14h – On défait notre château pour reprendre du service. La fête est finie, il faut que les justes huissiers remettent leurs capes dorées ! « Libérez nos camarades ! Libérez nos camarades !!! ». Quand les flics passent devant notre cellule, nous refaisons ce que nous avions déjà tenté plusieurs fois : on tourne en rond en courant (en roulant pour notre camarade en fauteuil) dans le tout petit carré dans l’espoir de provoquer un vortex hyperdimensionnel nous permettant d’échapper à leur présence. C’est encore un échec, tout comme quand nous avons tenté d’entrer dans les autres cellules par la bouche d’aération ou en traversant les murs. Nous ne perdons pourtant pas espoir.

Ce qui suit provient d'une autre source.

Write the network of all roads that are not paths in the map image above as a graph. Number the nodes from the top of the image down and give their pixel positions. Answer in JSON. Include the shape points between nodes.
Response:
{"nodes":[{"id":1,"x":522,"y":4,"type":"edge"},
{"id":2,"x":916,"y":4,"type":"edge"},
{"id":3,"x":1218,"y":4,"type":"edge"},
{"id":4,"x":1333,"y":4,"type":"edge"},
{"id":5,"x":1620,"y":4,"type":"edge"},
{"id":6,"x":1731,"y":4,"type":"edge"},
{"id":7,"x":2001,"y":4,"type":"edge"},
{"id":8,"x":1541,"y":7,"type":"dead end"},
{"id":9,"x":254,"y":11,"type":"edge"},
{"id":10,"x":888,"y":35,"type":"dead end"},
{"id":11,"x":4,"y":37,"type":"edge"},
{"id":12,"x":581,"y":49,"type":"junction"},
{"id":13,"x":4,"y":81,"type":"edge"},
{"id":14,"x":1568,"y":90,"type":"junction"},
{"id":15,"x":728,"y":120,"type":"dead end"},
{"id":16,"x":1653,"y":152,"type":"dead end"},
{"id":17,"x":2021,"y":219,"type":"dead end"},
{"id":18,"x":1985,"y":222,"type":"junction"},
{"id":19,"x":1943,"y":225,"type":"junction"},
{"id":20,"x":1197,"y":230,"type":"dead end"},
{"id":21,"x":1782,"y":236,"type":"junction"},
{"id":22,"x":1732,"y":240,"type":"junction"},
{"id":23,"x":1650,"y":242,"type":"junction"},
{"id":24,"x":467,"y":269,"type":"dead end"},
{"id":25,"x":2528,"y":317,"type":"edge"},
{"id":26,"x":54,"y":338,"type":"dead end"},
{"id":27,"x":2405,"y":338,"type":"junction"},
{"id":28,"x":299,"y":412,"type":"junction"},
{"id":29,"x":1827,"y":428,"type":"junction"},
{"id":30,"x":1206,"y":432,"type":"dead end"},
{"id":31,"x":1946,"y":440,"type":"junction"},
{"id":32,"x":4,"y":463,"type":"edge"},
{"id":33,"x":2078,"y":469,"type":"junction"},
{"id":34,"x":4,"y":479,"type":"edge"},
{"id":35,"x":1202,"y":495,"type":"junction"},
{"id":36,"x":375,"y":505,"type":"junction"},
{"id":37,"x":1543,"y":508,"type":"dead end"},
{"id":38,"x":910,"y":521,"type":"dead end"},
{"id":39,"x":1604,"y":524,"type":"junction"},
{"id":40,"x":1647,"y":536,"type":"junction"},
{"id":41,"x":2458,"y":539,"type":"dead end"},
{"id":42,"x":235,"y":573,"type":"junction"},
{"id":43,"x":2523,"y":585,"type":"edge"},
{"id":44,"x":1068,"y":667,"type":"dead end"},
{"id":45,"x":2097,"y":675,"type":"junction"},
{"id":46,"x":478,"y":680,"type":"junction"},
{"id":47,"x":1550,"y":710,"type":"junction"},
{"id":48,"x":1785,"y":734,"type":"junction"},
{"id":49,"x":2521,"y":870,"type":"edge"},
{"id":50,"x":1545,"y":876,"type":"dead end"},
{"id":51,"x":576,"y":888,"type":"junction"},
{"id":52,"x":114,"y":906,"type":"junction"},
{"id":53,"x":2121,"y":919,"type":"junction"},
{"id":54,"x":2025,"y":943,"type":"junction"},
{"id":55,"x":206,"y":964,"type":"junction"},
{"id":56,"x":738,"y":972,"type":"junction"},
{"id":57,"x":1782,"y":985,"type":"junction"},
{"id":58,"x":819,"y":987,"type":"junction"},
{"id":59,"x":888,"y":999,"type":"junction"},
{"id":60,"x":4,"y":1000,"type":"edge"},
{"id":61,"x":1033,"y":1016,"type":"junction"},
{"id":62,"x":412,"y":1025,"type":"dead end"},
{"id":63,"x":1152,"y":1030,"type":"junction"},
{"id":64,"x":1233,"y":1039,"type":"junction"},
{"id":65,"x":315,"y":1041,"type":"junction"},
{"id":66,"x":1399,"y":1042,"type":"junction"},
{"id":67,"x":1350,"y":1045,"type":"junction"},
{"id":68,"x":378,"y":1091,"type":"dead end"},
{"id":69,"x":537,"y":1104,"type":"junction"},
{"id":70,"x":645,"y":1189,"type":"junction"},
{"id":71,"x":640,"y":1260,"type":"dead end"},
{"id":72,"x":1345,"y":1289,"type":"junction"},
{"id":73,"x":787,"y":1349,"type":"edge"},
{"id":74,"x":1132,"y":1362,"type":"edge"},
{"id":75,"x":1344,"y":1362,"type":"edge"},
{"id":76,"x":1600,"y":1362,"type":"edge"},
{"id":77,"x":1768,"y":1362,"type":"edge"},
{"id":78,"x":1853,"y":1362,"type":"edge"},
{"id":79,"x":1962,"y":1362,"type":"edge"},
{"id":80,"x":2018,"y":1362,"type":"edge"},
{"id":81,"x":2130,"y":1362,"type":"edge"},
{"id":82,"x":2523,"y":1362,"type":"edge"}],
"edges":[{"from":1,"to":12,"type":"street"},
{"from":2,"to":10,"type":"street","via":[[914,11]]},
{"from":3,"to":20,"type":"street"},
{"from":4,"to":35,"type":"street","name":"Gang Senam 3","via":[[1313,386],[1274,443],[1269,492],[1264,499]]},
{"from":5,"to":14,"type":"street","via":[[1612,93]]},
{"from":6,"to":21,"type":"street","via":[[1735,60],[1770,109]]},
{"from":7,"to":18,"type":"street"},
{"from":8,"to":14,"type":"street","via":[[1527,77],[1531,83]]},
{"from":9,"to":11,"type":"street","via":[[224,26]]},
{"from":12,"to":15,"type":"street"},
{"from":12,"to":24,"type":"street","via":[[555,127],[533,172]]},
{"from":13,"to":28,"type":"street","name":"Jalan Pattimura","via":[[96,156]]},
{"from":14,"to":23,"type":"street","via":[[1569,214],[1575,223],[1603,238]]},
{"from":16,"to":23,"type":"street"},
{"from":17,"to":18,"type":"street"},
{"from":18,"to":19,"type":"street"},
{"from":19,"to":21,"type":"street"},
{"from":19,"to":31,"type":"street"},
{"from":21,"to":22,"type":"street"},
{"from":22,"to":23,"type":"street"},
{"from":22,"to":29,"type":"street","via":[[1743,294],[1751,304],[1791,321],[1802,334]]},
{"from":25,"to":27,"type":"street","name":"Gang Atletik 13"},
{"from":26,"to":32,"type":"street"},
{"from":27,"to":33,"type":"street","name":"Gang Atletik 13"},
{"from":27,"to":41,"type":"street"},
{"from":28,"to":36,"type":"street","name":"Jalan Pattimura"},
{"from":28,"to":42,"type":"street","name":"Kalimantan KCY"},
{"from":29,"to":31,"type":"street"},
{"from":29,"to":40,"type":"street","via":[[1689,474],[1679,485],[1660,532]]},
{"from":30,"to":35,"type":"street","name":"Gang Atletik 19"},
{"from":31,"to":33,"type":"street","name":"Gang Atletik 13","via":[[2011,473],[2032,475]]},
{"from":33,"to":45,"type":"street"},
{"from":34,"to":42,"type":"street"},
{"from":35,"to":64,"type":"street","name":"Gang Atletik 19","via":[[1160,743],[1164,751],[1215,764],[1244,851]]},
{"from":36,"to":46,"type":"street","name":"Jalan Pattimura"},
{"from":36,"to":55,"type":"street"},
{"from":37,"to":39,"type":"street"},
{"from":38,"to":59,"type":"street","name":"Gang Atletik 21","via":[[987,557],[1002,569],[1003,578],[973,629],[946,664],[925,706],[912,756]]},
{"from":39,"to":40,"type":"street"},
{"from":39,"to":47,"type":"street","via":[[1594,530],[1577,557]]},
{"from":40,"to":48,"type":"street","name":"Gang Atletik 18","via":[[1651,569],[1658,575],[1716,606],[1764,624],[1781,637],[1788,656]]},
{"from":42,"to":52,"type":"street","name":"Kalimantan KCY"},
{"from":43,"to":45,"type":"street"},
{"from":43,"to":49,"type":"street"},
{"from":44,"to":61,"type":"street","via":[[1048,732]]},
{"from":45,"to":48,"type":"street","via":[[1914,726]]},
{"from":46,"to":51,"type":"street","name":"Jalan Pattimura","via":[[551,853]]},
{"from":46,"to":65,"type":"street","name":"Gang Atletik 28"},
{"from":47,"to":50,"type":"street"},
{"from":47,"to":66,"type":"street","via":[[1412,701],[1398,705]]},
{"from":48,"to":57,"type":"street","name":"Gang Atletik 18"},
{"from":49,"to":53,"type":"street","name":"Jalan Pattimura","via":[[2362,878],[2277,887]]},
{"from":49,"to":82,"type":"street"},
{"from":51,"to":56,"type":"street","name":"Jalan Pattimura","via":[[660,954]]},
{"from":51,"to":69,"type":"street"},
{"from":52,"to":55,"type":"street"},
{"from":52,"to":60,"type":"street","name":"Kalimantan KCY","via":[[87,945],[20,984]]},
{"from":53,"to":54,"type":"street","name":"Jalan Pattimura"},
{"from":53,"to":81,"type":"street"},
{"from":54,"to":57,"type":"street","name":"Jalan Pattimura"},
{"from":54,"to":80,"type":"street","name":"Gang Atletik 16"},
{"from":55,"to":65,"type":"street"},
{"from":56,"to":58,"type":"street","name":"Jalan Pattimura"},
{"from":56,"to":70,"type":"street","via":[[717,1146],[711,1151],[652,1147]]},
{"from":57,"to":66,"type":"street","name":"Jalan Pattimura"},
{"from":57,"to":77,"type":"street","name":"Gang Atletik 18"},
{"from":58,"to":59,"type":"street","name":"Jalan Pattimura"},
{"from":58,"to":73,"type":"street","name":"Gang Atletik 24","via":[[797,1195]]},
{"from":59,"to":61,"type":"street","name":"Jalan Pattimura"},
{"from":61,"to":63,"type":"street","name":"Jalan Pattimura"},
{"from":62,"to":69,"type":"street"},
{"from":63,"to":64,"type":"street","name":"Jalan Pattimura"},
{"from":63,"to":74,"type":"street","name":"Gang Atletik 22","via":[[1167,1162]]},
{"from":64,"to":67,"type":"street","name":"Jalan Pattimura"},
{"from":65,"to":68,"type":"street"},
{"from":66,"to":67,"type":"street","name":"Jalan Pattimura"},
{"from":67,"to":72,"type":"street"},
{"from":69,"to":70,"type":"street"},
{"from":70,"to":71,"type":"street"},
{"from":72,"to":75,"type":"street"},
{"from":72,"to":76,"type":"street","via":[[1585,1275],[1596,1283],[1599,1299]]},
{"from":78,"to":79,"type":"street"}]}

15h – On comprend que l’OPJ vient pour relever empreintes et ADN. « Bon sang ! Ne donnons pas notre sang ! Bon sang, ne donnons pas notre sang ! », crions-nous. Nous refusons un à un. La quasi totalité des détenu.e.s en font de même. L’OPJ est désespérée. Nous acceptons tout même les photos avec le numéro et tout, comme dans les films. Les justes huissiers y donnent leur plus beaux sourires.

16h27 – On vient nous dire que le ministère fait pression pour un prolongement de notre garde à vue, pouvant aller jusqu’à 96 heures … ça gueule dans les autres cellules, ça s’effondre parfois, mais nous sommes encore nombreux à garder notre calme et notre courage. « C’est un blocage reconductible camarades !! » « Le comico il est à qui, il est à nous ! »

17h – Finalement, même l’OPJ de Montpellier est, nous dit-on, contre le prolongement de notre détention. Les policiers n’en peuvent plus et ils disent qu’ils vont tout faire pour nous relâcher.

17h45 – On commence à nous relâcher ! Les quatre justes huissiers sortiront avec leur capes de la salle de GAV, certains même jusqu’en dehors du comico. Malheureusement et malgré nos requêtes insistantes, personne ne veut nous donner les vidéos de la caméra de surveillance donnant sur notre cellule. Notre film ne se fera donc pas et nous ne pourrons pas être sélectionnés pour le festival de Cannes. C’est ballot.

18h-19h30 – Il y a un rassemblement devant le commissariat. Les détenu.e.s sortent un à un sous les applaudissements des camarades les attendant dehors avec des gâteaux et des jus de fruit !

19h45 – On apprend que les chefs geôliers se sont vengés en gardant trois personnes, dont notre jeune camarade de la cellule 6.

22h – Notre camarade de la cellule 6 sort enfin.

Le lendemain, un de nos camarades est condamné à trois mois de prison ferme. L’autre est relâché dans l’attente de son procès.

Les jours qui suivent ... jusqu’aux montagnes, jusqu’à on ne sait où, jusqu’à Paris, jusqu’à ailleurs, jusqu’à partout, jusqu’à la suite, Hasta siempre – Nous sommes uni.e.s. Nous sommes complices. Grâce à cette GAV, certain.e.s d’entre nous ont appris à se connaître. Merci Emmanuel, tu nous a définitivement radicalisé.e.s ! Nous nous pensions des amatrices et amateurs, tu nous as transformé en agitatrices et agitateurs professionnel.les. Maintenant, nous attendons salaires.

Et nous risquons de devenir carriéristes.